*** Opening of Input ***
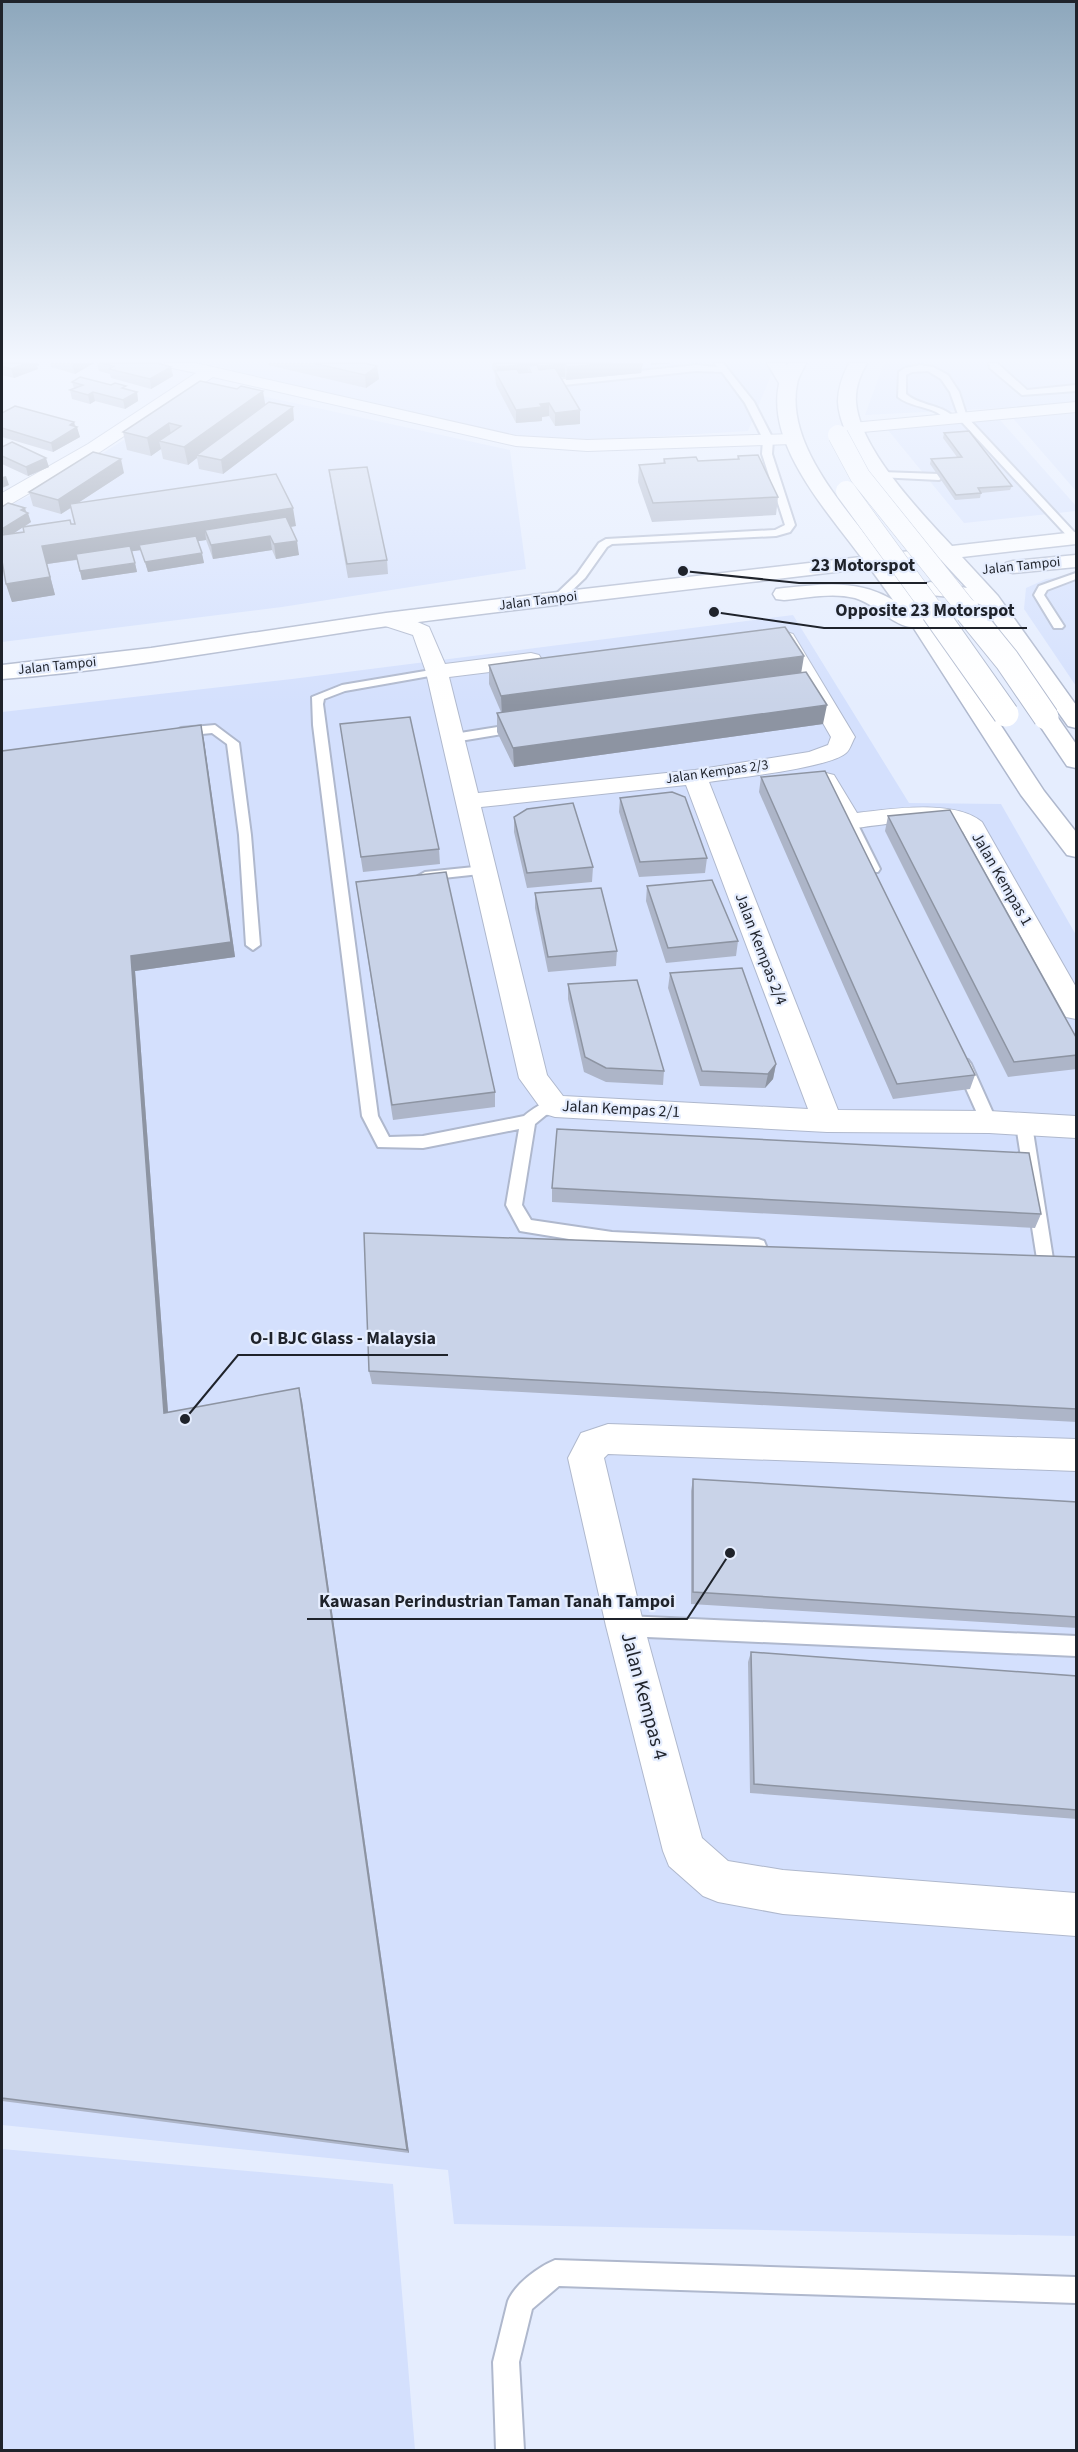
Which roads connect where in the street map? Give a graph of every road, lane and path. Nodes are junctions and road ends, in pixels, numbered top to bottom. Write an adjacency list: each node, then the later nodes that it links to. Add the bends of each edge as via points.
1 (43, 477): 10 (street)
2 (775, 477): 22 (lane, via 790,525 786,530 610,541)
3 (814, 477): 13 (main road)
4 (838, 477): 43 (main road, bridge, via 972,663)
5 (861, 477): 39 (main road, bridge, via 1007,660)
6 (916, 477): 8 (lane)
7 (1016, 477): 11 (lane)
8 (884, 478): 12 (main road); 14 (main road, via 936,521 956,530 1004,538)
9 (1019, 493): 11 (lane)
10 (2, 501)
11 (1040, 501): 14 (lane)
12 (922, 526): 13 (main road, via 905,536 885,538); 15 (main road)
13 (851, 531): 17 (main road); 20 (main road, via 849,543 841,552 811,562 707,575)
14 (1071, 538): 15 (main road, Jalan Tampoi)
15 (948, 553): 17 (main road, Jalan Tampoi); 18 (main road)
16 (1077, 562): 18 (main road, Jalan Tampoi); 21 (main road, via 1039,571)
17 (881, 571): 18 (main road, Jalan Tampoi); 20 (main road, Jalan Tampoi); 23 (main road, Jalan Tampoi); 24 (main road)
18 (966, 572): 21 (main road)
19 (1077, 576): 26 (lane, via 1043,588 1039,595)
20 (645, 588): 22 (main road, Jalan Tampoi)
21 (1000, 592): 24 (main road, via 930,589 918,592); 34 (main road, via 1010,629)
22 (558, 598): 25 (main road, Jalan Tampoi)
23 (731, 598): 27 (main road, Jalan Tampoi); 29 (main road, via 859,592)
24 (907, 605): 29 (main road)
25 (386, 620): 27 (street); 31 (main road, Jalan Tampoi, via 151,656)
26 (1058, 626)
27 (422, 631): 32 (street, Jalan Kempas 2/1); 33 (main road, Jalan Tampoi, via 188,667)
28 (753, 633): 38 (street, Jalan Kempas 2/3, via 770,633 785,639 806,684 843,737 837,749)
29 (929, 633): 44 (main road, via 1034,795)
30 (555, 657): 32 (street)
31 (2, 672)
32 (437, 672): 37 (street, Jalan Kempas 2/1); 52 (lane, via 342,688 318,697 316,705 345,885 370,1116 384,1143 423,1143)
33 (2, 689)
34 (1077, 721)
35 (534, 725): 37 (lane)
36 (167, 734): 48 (lane, via 215,729 233,743)
37 (454, 738): 41 (street, Jalan Kempas 2/1)
38 (814, 758): 40 (street, Jalan Kempas 2/3); 42 (street)
39 (1077, 761)
40 (695, 777): 41 (street, Jalan Kempas 2/3); 53 (street, Jalan Kempas 2/4)
41 (469, 801): 45 (street, Jalan Kempas 2/1)
42 (850, 821): 47 (lane); 49 (street, Jalan Kempas 1, via 944,816 963,819 973,828)
43 (1077, 822)
44 (1077, 849)
45 (484, 870): 46 (lane); 51 (street, Jalan Kempas 2/1, via 533,1078)
46 (406, 878)
47 (880, 885)
48 (253, 945)
49 (1077, 1010)
50 (954, 1047): 54 (lane)
51 (555, 1106): 52 (lane); 53 (street, Jalan Kempas 2/1)
52 (528, 1121): 57 (lane, via 514,1206 526,1226 612,1239)
53 (828, 1121): 54 (street, Jalan Kempas 2/1)
54 (989, 1122): 55 (street, Jalan Kempas 2/1)
55 (1024, 1125): 56 (street, Jalan Kempas 2/1); 58 (lane)
56 (1077, 1127)
57 (775, 1247)
58 (1046, 1259)
59 (1077, 1455): 60 (street, Jalan Kempas 4, via 608,1439 593,1444 586,1458)
60 (625, 1626): 61 (lane); 62 (street, Jalan Kempas 4, via 684,1851 718,1881 783,1892)
61 (1077, 1646)
62 (1077, 1915)
63 (1077, 2290): 64 (lane, via 555,2273 521,2301 506,2362)
64 (510, 2451)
*** Close of Input ***
→ What is expected: Your task is to gather all lines from the entries above that hold the word "bridge".

→ Expected answer:
4 (838, 477): 43 (main road, bridge, via 972,663)
5 (861, 477): 39 (main road, bridge, via 1007,660)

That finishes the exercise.